**TASK REQUIREMENTS:**
Pick out every line in the data below that holds "Shadow".

Dataset entries
++++++++

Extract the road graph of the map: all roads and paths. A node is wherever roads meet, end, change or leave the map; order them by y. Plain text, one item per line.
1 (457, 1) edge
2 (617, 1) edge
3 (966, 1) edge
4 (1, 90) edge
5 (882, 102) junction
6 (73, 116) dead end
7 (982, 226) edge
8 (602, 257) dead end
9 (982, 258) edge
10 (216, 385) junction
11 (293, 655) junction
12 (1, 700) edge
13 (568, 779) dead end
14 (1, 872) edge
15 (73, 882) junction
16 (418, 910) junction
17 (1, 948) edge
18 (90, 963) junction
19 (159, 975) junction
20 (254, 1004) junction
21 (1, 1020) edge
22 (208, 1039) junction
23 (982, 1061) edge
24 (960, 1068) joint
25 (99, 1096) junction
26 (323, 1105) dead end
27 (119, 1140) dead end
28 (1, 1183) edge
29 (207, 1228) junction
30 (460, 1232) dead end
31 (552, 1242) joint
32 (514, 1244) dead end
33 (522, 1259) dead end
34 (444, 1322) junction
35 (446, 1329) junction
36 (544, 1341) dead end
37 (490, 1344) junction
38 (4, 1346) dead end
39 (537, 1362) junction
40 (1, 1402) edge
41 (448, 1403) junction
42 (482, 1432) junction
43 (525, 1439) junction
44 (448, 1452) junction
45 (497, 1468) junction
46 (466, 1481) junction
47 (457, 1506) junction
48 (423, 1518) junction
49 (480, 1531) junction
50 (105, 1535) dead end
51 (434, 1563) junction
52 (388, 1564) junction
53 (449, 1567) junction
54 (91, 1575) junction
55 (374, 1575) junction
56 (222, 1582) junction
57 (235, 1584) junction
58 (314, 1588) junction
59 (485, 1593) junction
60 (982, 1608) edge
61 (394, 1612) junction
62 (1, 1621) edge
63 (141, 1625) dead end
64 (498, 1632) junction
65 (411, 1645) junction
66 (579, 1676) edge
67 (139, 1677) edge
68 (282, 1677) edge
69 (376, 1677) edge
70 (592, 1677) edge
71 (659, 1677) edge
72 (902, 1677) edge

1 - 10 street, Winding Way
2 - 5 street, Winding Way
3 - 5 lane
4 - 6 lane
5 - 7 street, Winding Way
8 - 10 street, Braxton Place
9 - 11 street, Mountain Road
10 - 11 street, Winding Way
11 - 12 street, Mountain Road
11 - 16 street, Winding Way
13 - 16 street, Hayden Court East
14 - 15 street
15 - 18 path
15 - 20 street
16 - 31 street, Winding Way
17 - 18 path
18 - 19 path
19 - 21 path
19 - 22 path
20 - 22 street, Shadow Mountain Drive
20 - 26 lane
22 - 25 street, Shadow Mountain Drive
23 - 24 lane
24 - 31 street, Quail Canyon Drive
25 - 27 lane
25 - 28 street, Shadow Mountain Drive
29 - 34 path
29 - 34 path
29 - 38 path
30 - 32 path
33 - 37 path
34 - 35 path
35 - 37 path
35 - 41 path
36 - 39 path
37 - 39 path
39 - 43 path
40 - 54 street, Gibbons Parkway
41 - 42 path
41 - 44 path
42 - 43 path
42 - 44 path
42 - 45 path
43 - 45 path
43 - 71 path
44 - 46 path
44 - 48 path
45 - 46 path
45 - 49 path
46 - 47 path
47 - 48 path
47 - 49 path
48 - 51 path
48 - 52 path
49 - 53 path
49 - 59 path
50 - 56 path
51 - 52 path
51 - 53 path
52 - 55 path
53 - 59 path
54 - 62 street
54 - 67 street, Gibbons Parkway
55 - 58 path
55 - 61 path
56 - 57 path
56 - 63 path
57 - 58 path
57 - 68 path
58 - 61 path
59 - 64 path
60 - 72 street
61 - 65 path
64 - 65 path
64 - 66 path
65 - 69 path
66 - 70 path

++++++++

**YOUR SOLUTION:**
20 - 22 street, Shadow Mountain Drive
22 - 25 street, Shadow Mountain Drive
25 - 28 street, Shadow Mountain Drive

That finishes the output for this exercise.